Em outra sequência forte do filme, vemos imagens de homens e mulheres, todos brancos, numa reunião que eles chamam de “Leilão da Resistência”. A proposta é vender gado e, com o dinheiro arrecadado, se munir de um montante de dinheiro para combater as “invasões” dos índios em suas propriedades. Figuras políticas como a então ministra Kátia Abreu, o senador Waldemir Moka (PMDB-MS) e os deputados federais Luiz Henrique Mandeta (DEM-MS), Reinaldo Azambuja (PSDB-MS) e Fábio Trad (PMDB-MS) estão presentes. Seus discursos são acalorados. Falam fundamentalmente da “Propriedade”, de como ela é a fundação da família brasileira, de sua natureza “sagrada”. São cenas de horror, filmadas por uma câmera que certamente precisou se disfarçar de alguma forma para estar ali dentro, uma câmera com o instinto de sobrevivência daqueles que se dispõem a entrar em território inimigo.
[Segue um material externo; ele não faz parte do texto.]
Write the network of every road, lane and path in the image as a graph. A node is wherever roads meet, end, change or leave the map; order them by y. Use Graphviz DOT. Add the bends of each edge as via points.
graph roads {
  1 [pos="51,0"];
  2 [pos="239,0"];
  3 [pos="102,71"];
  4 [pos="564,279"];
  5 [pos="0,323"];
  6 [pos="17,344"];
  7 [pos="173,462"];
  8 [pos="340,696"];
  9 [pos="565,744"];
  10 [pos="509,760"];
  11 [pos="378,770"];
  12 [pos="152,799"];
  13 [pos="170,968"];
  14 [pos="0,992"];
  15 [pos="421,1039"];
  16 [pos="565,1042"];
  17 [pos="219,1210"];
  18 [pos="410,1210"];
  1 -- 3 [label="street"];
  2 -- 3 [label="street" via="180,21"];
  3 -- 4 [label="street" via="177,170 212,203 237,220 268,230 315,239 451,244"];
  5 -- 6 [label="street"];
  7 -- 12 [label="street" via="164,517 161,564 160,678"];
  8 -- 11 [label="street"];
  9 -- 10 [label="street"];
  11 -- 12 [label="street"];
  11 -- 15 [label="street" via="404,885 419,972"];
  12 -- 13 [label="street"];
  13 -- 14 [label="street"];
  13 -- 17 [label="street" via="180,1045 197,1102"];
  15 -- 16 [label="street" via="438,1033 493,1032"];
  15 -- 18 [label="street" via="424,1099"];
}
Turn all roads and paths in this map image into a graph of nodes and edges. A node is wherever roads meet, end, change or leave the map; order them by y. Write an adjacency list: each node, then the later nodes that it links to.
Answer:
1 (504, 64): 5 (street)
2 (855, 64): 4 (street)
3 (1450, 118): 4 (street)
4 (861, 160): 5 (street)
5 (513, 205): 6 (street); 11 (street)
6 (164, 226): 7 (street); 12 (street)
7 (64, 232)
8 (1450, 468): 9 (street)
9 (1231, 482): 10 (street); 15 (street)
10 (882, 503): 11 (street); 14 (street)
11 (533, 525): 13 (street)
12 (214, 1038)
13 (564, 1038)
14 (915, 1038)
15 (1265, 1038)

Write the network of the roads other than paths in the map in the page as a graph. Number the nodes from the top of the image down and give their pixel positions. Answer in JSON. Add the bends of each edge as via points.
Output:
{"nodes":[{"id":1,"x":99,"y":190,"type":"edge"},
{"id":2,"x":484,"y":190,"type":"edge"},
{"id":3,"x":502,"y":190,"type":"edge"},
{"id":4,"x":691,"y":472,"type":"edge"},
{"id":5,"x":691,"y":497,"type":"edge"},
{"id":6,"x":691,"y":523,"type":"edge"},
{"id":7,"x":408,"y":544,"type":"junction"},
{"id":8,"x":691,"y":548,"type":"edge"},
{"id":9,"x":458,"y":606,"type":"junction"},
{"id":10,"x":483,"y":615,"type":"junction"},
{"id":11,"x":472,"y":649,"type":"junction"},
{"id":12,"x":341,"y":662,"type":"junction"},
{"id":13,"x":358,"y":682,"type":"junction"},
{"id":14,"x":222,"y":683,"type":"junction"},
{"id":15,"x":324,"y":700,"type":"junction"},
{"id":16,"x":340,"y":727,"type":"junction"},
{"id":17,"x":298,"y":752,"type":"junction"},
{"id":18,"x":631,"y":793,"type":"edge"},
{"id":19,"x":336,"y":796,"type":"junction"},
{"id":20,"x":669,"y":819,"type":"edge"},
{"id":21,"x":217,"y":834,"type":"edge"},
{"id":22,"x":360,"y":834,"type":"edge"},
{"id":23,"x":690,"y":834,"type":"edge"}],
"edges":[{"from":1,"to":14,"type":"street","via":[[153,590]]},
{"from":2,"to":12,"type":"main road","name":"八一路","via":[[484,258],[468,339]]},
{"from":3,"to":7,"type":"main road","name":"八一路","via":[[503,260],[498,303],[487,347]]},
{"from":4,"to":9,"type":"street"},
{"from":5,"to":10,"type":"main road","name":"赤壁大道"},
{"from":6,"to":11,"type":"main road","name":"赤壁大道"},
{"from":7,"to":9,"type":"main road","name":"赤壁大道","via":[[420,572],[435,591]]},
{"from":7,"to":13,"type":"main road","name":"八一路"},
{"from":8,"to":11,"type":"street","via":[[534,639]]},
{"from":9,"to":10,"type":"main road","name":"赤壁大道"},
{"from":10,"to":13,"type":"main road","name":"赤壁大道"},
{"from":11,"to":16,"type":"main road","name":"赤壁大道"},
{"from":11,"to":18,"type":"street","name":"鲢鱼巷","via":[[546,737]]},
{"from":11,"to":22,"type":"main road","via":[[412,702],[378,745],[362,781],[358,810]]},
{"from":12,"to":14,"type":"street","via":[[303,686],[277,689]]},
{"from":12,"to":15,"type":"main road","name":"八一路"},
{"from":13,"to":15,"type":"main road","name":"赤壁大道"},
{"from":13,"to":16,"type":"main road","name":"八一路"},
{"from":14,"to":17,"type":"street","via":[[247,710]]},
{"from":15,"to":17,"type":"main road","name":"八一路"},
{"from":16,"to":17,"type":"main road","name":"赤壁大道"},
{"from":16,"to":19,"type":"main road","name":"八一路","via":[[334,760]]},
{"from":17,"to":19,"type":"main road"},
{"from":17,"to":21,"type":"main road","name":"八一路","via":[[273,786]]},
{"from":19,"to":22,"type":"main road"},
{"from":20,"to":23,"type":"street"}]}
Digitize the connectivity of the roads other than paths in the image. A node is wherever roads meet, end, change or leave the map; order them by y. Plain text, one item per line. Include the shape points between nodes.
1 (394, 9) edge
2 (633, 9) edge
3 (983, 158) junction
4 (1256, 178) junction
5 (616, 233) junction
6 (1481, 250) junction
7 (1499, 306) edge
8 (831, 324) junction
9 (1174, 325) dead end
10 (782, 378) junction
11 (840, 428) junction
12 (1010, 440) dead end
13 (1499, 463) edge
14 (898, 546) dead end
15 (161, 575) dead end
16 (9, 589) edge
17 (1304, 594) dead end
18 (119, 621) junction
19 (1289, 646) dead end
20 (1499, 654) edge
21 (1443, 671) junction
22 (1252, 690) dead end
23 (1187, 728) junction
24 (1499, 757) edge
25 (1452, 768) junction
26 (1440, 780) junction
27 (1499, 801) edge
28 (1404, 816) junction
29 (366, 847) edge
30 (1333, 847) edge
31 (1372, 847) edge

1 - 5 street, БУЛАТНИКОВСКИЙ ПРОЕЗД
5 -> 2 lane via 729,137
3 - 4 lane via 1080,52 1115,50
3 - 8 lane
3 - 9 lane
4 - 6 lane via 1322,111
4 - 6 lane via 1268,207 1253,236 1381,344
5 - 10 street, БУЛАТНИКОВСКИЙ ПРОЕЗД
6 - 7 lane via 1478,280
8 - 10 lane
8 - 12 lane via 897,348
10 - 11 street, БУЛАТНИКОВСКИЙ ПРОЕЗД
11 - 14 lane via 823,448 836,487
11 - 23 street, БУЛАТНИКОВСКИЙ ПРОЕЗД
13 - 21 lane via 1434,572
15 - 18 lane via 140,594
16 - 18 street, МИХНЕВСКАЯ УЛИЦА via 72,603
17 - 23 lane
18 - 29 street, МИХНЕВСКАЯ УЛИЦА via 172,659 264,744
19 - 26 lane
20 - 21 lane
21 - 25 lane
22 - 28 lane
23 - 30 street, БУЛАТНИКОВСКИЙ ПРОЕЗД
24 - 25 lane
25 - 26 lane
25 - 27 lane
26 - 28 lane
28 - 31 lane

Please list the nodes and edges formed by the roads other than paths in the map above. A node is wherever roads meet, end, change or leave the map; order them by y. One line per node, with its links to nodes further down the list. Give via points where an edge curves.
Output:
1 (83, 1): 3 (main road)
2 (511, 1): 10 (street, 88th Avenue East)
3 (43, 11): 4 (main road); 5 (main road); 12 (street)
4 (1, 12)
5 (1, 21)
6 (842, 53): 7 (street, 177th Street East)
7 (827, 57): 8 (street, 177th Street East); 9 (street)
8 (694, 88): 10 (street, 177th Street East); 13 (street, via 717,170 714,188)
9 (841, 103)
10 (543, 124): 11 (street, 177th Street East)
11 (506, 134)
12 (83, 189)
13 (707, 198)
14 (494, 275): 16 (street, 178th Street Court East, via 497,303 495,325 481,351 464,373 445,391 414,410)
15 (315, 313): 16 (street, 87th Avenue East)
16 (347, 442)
Os discursos a que assistimos durante esse leilão são reais (é que a realidade é tão absurda que precisa sempre ser apontada como real) e carregam consigo um montante de ódio suficiente fazer mover um trator por cima de uma criança. As mulheres e homens brancos arrecadam R$ 1 milhão para agir contra os índios. A imagem do trator e da criança não existe no filme, mas podemos vê-la.

Posfácio: uma das sequências mais devastadoras de Martírio é um registro de arquivo (disponível na íntegra pelo YouTube), em que, no ano de 1987, o mesmo da criação do Vídeo nas Aldeias, vemos a liderança indígena Ailton Krenak, da etnia crenaque, fazendo um discurso na tribuna do Congresso Nacional, enquanto pinta seu rosto com a tinta preta do jenipapo. Reproduzo aqui, na íntegra, para efeito de registro textual, as palavras de Krenak naquele momento:

“Eu espero não agredir com minha manifestação o protocolo desta casa, mas eu acredito que os senhores não poderão ficar omissos, os senhores não terão como ficar alheios à mais essa agressão movida pelo poder econômico, pela ganância e pela ignorância do que significa ser um povo indígena. O povo indígena tem um jeito de pensar, tem um jeito de viver, tem condições fundamentais para sua existência e para manifestação da sua tradição, da sua vida, da sua existência, de sua cultura, que não coloca em risco e nunca colocaram a existência sequer dos animais que vivem ao redor das áreas indígenas, quanto mais de outros seres humanos. Eu creio que nenhum dos senhores poderia apontar atos, atitudes da gente indígena do Brasil que colocou em risco seja a vida, seja o patrimônio, de qualquer pessoa, de qualquer grupo humano nesse país. E hoje nós somos o alvo de uma agressão que pretende atingir, na essência, a nossa fé, a nossa confiança de que ainda existe dignidade, de que ainda é possível construir uma sociedade que sabe respeitar os mais fracos, que sabe respeitar aqueles que não têm o dinheiro pra manter uma campanha incessante de difamação, que saiba respeitar um povo que sempre viveu à revelia de todas as riquezas. Um povo que habita casas cobertas de palha e dorme em esteiras no chão não deve ser identificado de jeito nenhum como um povo que é o inimigo dos interesses do Brasil, inimigo dos interesses da nação e que coloca em risco qualquer desenvolvimento. O povo indígena tem regado com sangue cada hectare dos oito milhões de quilômetros quadrados do Brasil. Os senhores são testemunhas disso.”